◆ **Available data**:

******************************

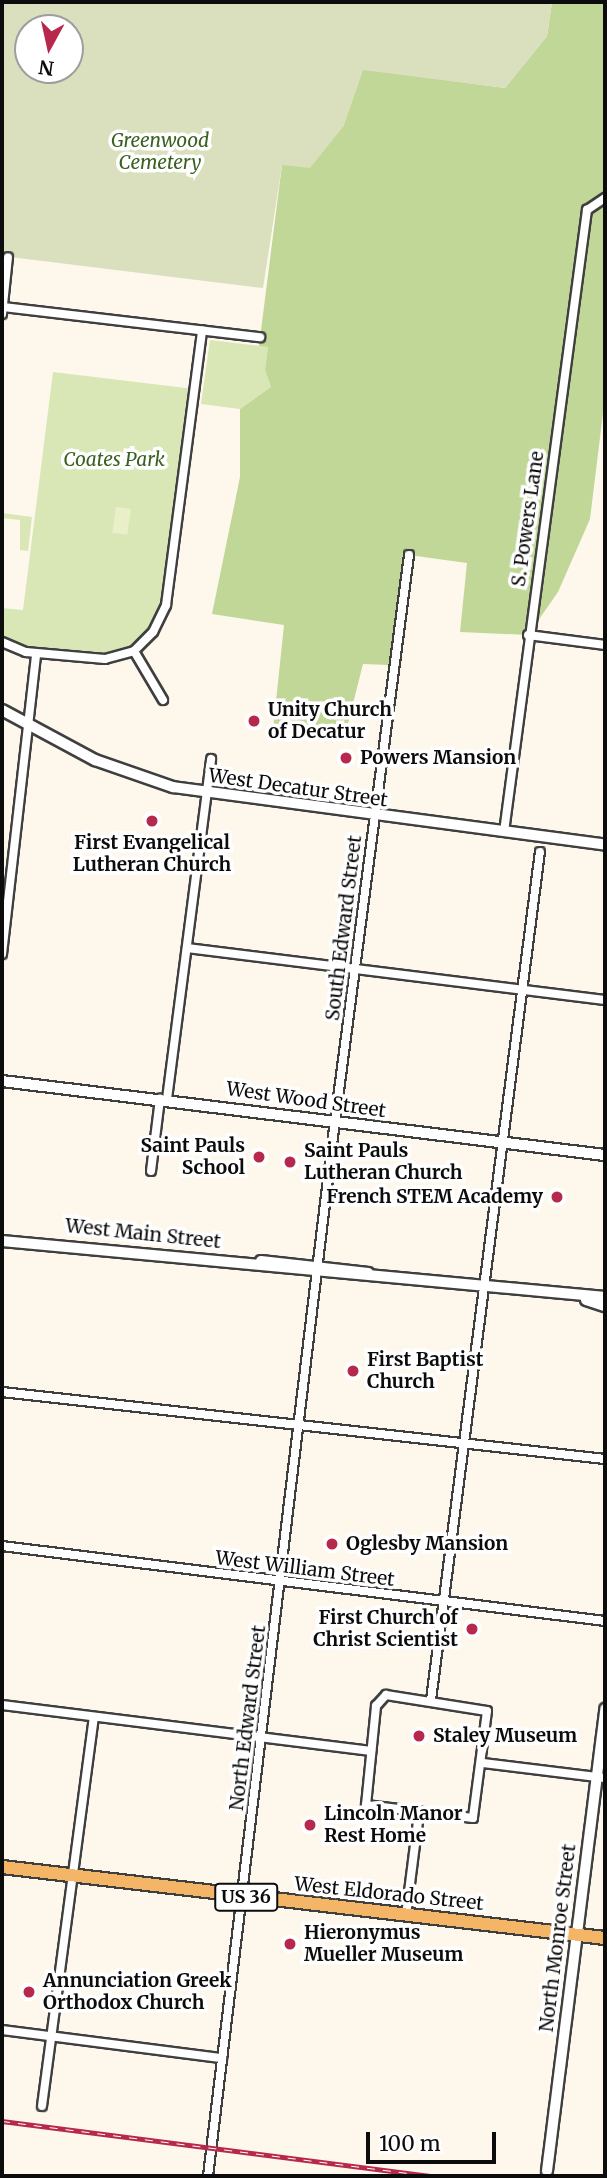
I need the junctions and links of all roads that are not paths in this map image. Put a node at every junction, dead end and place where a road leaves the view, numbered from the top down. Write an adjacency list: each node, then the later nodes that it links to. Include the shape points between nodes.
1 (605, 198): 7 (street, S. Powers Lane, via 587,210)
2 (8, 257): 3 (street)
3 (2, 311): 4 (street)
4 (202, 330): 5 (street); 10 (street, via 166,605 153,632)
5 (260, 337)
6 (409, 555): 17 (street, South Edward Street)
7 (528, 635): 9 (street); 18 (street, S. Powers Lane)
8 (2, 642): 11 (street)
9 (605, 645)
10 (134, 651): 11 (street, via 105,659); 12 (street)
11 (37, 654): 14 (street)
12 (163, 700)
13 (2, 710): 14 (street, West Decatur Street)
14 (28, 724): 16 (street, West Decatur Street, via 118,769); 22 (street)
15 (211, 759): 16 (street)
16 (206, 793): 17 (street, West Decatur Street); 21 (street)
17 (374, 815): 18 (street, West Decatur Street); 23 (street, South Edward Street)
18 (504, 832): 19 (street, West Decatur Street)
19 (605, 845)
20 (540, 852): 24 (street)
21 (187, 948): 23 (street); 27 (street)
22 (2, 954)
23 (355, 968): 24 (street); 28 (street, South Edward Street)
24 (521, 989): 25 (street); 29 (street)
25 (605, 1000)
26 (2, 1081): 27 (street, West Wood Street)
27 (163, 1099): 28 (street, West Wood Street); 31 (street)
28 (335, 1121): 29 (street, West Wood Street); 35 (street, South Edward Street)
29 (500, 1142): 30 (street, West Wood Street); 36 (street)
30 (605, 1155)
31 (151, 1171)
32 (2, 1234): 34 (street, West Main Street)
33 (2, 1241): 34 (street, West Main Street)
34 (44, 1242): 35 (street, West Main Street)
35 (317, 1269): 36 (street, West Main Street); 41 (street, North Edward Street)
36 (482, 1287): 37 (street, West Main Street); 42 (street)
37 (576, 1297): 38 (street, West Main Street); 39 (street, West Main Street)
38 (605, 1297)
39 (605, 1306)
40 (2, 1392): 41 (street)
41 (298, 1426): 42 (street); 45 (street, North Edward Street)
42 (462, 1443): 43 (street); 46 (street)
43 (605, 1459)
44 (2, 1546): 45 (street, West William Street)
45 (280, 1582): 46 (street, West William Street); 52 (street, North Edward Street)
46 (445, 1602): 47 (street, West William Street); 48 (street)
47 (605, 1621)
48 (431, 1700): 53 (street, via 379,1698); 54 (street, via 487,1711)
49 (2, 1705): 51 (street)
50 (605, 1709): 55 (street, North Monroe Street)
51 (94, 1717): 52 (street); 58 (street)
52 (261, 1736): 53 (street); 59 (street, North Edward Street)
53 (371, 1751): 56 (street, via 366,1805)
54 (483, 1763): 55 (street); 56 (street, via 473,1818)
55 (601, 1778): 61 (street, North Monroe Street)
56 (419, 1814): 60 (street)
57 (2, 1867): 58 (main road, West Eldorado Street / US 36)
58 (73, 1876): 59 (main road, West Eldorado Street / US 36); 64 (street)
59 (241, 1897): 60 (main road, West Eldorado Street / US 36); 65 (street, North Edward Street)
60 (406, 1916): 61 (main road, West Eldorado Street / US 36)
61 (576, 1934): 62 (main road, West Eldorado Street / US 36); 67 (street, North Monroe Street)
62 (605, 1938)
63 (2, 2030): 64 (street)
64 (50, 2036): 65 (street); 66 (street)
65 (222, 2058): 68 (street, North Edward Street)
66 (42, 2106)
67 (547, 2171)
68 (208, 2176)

******************************

◆ **Exercise requirements**: The answer should be a single number: how many lines in the entries contain "Monroe".

◆ **Response below**: 3